With a number of new providers participating in accountable care organization (ACO) initiatives, this care model is now available in 49 states, plus the District of Columbia. CMS has announced 121 new participants in these programs, which allow providers to offer better quality, coordinated care to reduce costs and burdens on patients. The Patient Protection and Affordable Care Act (ACA) (P.L. 111-148) emphasized quality and a patient-centered view of care, offering various tools like Medicare ACOs to move the health care system away from traditional fee-for-service payment arrangements.

Types of ACOs

The Medicare Shared Savings Program (MSSP), created by section 3022 of the ACA, allows providers to work together and reduce redundancy in patient care. Instead of being paid more for ordering more tests, providers are rewarded for quality of care and are able to share in the savings generated by the program. On January 1, 2016, 100 new ACOs and 150 renewing ACOs were participating in the MSSP, serving 7.7 beneficiaries. Some MSSP ACOs are participating in the ACO investment model (AIM), which provides pre-paid shared savings. CMS hopes that this model will encourage more ACO formation in underserved areas.

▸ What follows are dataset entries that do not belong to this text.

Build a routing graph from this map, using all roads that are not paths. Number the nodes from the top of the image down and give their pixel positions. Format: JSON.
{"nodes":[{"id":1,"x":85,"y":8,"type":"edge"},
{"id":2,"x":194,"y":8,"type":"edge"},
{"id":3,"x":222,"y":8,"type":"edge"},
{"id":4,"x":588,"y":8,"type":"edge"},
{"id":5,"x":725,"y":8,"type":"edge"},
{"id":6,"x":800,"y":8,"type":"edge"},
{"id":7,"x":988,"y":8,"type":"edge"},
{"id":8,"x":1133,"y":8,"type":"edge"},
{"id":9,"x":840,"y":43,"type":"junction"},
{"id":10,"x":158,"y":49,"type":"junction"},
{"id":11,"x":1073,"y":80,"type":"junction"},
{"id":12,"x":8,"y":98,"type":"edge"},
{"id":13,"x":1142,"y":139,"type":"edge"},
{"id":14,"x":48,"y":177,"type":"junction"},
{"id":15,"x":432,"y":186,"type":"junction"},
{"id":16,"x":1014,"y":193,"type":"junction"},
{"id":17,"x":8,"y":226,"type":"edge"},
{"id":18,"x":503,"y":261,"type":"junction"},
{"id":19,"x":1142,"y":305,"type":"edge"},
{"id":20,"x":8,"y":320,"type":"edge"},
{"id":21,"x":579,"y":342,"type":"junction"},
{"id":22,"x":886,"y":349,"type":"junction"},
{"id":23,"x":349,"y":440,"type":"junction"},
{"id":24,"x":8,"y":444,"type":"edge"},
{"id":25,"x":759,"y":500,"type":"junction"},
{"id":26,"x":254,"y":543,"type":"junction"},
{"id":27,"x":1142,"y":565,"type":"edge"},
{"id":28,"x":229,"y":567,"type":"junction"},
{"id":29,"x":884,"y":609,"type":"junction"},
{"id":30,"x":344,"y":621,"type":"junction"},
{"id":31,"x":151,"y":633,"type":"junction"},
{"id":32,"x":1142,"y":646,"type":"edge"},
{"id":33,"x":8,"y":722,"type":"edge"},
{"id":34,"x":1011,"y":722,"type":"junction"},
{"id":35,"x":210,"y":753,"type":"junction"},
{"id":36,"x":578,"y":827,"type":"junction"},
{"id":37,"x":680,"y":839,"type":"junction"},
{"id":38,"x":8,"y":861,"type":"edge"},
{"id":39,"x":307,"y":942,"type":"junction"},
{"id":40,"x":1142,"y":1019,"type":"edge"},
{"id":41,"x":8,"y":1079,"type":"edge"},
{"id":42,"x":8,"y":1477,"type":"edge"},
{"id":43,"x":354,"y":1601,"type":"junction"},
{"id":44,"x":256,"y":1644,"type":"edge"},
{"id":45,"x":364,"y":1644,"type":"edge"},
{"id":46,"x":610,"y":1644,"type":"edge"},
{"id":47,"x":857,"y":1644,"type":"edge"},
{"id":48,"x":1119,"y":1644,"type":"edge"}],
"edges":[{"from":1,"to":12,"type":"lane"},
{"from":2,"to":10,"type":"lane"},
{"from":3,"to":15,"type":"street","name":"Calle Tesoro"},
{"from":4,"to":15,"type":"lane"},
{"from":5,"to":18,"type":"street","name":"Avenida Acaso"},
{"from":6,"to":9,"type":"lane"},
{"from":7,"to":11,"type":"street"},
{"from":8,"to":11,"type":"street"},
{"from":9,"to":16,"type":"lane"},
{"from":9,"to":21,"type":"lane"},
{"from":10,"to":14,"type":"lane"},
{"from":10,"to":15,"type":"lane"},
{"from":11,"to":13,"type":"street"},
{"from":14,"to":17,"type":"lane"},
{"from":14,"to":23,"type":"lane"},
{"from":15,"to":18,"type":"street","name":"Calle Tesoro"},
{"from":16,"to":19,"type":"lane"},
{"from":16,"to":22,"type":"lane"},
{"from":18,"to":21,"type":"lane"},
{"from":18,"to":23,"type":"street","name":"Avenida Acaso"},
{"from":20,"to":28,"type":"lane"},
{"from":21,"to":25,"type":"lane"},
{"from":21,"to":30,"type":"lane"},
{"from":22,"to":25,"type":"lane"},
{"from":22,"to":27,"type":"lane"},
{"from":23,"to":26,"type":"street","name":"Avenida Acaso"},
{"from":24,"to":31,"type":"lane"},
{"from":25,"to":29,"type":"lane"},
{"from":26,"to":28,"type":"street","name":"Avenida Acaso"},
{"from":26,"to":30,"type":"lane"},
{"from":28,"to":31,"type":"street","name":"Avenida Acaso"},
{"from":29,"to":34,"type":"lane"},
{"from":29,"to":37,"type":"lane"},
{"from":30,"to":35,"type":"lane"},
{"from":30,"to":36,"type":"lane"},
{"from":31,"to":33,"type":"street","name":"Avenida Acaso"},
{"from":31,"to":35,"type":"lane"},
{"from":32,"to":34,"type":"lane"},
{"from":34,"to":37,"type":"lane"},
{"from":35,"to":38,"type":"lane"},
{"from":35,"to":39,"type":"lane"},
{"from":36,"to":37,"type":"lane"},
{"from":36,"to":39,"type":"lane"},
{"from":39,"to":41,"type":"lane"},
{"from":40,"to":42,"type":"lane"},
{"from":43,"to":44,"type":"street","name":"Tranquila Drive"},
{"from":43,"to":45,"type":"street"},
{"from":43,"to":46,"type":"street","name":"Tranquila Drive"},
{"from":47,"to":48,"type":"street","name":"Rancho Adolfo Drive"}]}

The Pioneer ACO model is for providers already experienced in care coordination, allowing them to shift toward a population-based payment model. This model involves a higher level of risk along with a generally higher level of shared savings than the MSSP. The Next Generation model was born from the prior models and includes strong patient protections and financial incentives for providers.

Goals

HHS announced last January that it intended to move 30 percent of traditional fee-for-service payments to alternative models by 2016. At the time, ACOs had already saved the Medicare program $417 million. CMS noted that those participating in ACOs in 2013 and 2014 also improved on 27 quality measures.